Extracting “key1” and “key2.ary” gives the expected result of “Val1,0”, “Val1,1” and “Val1,2”. However, if the input data is arranged differently, as in:
{ "Key2" : { "Ary" : [ 0, 1, 2 ] }, "Key1" : "Val1" } $ aq_pp -f,jsn ... -d S:Col1:key1 I:Col2:key2.ary[*] ...
The same command only extracted ”,0”, ”,1” and ”,2” - i.e., the value of
“key1” is missing. Due to its stream based design, aq_pp
outputs one record for each value of the inner most array “key2.ary”.

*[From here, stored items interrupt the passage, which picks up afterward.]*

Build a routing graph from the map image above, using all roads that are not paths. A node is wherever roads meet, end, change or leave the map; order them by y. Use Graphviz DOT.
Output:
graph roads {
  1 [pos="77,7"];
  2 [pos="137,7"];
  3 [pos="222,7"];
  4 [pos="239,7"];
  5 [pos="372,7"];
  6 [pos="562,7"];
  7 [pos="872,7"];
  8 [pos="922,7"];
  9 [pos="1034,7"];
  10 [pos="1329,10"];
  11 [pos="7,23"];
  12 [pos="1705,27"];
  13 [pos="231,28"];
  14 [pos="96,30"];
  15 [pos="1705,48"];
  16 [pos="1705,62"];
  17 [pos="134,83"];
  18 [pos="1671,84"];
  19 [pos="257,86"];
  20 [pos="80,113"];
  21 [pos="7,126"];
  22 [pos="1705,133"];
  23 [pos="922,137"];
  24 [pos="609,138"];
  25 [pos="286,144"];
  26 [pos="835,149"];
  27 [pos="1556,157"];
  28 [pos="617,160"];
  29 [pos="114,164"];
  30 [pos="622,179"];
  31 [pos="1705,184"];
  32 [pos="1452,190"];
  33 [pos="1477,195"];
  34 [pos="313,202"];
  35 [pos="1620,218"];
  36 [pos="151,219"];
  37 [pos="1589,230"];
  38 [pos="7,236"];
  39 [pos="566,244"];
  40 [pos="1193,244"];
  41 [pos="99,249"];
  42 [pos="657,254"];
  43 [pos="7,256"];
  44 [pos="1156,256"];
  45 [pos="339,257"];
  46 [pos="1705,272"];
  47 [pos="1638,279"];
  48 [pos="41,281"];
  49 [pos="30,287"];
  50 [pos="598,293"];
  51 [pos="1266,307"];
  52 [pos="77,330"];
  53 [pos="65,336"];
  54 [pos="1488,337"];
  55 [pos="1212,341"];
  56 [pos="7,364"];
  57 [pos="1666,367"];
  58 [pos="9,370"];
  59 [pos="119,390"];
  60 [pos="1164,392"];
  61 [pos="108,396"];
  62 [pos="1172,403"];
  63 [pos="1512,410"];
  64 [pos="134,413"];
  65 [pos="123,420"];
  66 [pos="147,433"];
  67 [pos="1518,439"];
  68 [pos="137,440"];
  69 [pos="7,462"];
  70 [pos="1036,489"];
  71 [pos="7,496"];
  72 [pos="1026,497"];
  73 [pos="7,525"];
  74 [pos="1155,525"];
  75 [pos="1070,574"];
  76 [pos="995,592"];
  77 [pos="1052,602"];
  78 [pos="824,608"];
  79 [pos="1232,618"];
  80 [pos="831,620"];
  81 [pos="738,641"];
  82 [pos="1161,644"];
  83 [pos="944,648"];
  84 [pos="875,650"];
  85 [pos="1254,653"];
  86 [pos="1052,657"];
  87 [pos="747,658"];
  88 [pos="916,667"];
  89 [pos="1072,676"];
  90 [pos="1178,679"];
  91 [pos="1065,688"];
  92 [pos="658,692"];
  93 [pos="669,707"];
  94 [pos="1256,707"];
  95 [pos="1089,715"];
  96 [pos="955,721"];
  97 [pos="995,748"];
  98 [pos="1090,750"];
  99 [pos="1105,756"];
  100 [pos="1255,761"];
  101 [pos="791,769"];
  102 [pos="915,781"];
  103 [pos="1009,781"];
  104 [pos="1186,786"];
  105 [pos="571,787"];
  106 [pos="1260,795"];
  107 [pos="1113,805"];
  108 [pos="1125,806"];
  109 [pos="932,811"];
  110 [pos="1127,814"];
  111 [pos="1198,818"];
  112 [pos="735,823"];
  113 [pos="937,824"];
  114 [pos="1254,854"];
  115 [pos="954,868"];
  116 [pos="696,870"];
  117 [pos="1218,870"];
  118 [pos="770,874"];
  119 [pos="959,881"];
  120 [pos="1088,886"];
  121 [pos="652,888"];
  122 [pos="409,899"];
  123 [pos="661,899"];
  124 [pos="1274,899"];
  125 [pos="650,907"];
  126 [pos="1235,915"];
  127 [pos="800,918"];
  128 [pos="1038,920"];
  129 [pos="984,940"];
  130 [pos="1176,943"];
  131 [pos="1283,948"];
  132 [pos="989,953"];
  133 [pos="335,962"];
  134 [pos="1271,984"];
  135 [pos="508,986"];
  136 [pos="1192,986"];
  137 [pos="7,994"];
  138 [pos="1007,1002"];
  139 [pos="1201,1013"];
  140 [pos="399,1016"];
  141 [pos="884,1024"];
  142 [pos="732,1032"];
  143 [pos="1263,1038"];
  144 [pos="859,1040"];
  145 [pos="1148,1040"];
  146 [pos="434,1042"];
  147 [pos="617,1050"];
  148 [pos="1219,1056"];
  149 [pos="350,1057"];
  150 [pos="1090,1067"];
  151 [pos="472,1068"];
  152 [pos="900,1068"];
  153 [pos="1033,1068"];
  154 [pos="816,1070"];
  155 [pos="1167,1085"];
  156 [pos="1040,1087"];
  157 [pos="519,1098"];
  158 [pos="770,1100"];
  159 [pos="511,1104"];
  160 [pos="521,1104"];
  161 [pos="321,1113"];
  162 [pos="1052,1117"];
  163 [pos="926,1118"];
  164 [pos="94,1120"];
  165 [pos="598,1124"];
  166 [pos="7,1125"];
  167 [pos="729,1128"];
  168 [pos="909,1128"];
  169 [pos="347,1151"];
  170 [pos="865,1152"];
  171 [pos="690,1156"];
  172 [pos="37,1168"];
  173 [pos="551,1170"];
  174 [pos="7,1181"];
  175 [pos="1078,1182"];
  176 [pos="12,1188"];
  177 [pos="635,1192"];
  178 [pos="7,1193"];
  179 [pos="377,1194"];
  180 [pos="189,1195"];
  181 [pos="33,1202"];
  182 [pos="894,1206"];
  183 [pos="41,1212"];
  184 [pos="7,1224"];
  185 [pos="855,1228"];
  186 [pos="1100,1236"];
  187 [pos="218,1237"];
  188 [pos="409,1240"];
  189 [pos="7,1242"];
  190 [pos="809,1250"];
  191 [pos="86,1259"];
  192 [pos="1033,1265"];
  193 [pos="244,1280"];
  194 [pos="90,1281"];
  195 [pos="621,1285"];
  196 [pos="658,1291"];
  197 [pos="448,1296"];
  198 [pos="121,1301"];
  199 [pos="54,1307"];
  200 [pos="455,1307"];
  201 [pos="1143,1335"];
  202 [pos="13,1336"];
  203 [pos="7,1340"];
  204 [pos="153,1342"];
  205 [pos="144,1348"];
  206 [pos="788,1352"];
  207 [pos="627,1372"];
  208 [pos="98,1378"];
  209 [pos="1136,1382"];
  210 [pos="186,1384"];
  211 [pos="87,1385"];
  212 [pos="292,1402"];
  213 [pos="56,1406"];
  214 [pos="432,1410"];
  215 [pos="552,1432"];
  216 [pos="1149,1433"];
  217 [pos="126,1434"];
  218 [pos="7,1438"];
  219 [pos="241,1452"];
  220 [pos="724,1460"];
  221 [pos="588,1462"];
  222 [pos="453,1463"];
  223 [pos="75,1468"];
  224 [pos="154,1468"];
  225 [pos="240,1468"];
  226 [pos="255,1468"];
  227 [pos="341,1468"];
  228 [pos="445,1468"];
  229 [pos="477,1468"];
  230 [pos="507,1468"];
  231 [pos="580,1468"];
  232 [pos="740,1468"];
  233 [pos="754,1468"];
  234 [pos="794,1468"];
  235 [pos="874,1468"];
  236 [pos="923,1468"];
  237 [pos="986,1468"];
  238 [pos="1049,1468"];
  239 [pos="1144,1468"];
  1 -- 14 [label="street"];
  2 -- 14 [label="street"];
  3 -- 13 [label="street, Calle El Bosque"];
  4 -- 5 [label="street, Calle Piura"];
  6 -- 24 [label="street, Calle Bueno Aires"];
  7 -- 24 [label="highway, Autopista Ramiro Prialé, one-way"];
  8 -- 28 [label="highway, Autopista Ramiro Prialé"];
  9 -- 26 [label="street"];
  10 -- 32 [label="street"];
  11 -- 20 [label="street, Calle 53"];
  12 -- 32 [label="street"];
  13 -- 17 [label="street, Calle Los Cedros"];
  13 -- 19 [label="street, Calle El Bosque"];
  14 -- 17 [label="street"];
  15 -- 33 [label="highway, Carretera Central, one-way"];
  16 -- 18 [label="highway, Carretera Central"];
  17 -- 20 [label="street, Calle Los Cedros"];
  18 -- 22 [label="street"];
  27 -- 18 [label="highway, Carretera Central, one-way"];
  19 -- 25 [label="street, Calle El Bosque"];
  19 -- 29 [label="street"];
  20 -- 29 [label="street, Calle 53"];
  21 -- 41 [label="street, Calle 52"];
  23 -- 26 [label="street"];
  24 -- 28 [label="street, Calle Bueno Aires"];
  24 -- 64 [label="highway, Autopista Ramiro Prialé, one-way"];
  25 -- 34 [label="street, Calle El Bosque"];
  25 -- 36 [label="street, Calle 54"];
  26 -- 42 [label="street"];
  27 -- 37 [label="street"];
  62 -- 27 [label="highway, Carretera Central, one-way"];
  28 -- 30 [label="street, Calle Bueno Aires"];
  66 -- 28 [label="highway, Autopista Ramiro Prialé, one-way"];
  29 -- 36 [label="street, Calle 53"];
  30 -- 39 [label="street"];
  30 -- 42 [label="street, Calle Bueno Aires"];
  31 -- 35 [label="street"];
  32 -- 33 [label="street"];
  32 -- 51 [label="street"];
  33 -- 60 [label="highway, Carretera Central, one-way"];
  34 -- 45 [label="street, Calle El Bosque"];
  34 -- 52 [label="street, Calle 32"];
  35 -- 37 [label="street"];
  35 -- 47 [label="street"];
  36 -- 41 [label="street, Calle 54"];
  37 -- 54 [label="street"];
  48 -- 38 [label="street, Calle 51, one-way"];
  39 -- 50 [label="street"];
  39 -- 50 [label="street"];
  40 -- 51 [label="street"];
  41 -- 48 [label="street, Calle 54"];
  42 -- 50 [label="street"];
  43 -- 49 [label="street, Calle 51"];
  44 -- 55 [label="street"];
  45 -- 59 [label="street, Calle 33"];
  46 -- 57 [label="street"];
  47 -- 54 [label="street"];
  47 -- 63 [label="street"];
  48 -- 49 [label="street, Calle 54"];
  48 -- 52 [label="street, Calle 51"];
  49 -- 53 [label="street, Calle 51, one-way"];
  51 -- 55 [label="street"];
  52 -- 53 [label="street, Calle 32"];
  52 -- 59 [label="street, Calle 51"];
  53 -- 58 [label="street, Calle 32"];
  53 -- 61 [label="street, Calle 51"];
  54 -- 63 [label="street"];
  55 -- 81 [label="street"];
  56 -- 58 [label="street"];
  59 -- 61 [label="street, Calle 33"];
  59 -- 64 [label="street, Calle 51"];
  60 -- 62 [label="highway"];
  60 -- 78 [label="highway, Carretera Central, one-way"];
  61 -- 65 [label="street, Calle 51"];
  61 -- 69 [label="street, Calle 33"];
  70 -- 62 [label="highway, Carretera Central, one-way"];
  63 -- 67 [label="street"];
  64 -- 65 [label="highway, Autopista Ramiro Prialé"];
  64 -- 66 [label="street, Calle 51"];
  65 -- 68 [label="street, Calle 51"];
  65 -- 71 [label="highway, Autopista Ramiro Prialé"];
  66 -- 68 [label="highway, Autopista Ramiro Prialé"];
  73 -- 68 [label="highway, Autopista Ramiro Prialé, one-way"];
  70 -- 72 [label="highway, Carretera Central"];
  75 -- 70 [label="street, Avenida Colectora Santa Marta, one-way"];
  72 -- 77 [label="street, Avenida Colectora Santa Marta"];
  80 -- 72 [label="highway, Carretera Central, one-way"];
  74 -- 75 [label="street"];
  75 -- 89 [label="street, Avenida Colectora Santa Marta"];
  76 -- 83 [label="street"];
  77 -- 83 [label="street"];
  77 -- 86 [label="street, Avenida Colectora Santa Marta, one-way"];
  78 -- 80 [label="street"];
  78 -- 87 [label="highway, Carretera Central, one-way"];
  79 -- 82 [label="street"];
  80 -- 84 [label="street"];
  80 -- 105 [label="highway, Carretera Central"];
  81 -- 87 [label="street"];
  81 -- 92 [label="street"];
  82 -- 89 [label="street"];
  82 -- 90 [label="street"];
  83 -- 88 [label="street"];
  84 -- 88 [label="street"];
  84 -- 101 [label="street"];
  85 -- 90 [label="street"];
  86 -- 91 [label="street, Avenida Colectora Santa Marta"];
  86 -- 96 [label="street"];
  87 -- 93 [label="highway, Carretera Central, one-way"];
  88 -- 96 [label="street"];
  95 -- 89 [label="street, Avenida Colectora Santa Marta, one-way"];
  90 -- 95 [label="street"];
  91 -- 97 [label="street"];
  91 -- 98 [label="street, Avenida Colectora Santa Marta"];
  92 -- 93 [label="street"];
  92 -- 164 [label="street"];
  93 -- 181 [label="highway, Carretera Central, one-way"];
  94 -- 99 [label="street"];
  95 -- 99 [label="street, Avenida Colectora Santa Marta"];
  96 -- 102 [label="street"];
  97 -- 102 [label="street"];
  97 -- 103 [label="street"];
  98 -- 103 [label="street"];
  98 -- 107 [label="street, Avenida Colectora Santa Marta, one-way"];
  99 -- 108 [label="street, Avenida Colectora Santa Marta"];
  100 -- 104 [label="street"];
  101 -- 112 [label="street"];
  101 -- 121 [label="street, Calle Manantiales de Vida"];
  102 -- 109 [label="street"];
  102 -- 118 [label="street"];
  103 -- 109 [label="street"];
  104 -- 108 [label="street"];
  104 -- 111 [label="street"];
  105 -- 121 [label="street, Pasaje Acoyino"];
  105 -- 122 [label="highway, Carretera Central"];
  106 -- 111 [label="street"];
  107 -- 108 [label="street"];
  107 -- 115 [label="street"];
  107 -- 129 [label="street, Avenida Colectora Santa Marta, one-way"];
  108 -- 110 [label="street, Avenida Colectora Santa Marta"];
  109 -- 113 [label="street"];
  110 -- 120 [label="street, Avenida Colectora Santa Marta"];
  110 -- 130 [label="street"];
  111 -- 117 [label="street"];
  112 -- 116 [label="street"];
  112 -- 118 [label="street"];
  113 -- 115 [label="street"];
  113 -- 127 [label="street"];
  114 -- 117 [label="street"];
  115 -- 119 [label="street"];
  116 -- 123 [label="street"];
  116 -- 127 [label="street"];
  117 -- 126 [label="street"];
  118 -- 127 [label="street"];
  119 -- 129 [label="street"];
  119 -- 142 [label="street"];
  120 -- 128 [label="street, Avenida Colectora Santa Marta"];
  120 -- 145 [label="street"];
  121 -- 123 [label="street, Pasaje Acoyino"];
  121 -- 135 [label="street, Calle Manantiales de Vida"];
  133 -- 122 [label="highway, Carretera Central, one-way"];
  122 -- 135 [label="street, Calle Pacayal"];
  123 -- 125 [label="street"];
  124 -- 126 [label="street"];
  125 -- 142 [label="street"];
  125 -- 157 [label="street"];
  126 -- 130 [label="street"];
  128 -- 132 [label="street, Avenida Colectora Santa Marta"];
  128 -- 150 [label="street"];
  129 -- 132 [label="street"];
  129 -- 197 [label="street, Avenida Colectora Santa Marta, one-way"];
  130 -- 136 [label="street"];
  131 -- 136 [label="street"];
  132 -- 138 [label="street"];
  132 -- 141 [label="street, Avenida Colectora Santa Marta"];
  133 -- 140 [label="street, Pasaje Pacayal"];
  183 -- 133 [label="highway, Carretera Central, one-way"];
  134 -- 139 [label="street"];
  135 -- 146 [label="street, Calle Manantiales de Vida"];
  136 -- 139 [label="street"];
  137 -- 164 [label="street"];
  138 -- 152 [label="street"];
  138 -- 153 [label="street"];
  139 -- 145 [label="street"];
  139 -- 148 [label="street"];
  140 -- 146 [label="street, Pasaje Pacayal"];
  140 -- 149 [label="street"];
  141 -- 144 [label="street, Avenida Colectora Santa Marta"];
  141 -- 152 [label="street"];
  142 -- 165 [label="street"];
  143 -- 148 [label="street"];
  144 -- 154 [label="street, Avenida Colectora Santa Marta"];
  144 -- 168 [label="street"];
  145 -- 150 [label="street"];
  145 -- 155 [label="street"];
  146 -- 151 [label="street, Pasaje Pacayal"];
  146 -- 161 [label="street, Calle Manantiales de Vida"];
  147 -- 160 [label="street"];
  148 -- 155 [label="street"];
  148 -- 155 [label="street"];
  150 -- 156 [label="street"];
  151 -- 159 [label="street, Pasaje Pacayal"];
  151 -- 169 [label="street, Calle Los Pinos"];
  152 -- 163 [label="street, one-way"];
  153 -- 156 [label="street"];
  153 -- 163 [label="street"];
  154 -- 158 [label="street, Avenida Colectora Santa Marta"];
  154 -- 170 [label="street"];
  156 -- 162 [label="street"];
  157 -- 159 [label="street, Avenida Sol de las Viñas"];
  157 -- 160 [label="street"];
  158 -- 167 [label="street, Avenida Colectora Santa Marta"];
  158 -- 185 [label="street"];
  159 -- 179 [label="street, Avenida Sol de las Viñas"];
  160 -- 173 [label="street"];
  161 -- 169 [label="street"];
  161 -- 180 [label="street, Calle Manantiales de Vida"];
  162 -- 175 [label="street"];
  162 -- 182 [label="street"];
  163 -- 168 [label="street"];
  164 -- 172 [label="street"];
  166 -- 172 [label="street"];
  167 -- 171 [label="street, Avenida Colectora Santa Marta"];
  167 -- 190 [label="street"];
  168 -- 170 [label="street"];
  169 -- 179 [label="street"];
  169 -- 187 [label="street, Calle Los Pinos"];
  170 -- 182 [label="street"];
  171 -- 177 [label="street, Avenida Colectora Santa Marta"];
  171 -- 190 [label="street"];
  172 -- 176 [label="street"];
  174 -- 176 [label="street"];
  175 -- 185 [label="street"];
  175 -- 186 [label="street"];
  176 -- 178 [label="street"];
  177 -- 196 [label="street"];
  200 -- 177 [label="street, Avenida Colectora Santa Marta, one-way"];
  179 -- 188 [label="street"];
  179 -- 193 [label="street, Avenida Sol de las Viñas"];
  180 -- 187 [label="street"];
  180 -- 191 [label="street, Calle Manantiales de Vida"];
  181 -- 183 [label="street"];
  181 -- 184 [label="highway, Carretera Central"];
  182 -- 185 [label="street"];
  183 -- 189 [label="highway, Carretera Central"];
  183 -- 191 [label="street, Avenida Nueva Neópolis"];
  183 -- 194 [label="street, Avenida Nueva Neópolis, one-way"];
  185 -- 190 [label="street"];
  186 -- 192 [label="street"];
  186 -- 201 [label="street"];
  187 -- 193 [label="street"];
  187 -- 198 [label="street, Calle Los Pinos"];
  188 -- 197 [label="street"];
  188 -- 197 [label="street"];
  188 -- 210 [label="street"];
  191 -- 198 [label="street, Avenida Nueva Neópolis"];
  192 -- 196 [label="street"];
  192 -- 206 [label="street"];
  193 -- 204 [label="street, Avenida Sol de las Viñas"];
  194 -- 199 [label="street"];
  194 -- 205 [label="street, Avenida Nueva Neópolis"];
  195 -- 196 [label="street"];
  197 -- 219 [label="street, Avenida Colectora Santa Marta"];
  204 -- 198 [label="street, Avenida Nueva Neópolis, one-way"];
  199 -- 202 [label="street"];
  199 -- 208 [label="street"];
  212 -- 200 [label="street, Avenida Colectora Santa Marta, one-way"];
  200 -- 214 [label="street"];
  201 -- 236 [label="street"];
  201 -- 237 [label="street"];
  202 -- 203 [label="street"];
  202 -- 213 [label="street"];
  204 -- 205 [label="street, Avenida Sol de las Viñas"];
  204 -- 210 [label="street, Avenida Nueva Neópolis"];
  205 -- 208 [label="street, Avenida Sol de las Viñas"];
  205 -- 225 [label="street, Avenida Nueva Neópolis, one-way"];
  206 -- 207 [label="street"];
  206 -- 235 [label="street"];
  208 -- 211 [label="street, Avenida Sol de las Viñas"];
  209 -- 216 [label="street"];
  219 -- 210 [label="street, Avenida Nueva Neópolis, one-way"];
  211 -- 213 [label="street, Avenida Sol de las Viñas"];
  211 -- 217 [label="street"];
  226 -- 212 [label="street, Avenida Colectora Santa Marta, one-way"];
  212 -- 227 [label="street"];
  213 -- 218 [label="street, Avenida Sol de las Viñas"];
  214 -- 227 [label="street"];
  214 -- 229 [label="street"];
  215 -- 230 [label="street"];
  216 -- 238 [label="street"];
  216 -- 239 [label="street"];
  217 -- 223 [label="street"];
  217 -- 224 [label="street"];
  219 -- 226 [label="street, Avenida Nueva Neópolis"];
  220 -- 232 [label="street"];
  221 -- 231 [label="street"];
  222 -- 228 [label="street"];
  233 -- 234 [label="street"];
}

However, “key1” is not known when “key2.ary” is processed, so it is given
an empty string value.
To illustrate further, consider:
{ "Key2" : { "Ary" : [ 0, 1, 2 ] }, "Key1" : "Val1", "Key3" : { "Ary" : [ 10, 11, 12 ] } } $ aq_pp -f,jsn ... -d S:Col1:key1 I:Col2:key2.ary[*] I:Col3:key3.ary[*] ...
The result will be ”,0,0”, ”,1,0”, ”,2,0”, “Val1,0,10”, “Val1,0,11” and “Val1,0,12”. There are two inner most arrays of interest in this case. The first 3 result rows come from “key2.ary”, where “key1” and “key3.ary” are not known. The other result rows come from “key3.ary”, where “key1” is known but “key2.ary” is no longer in context.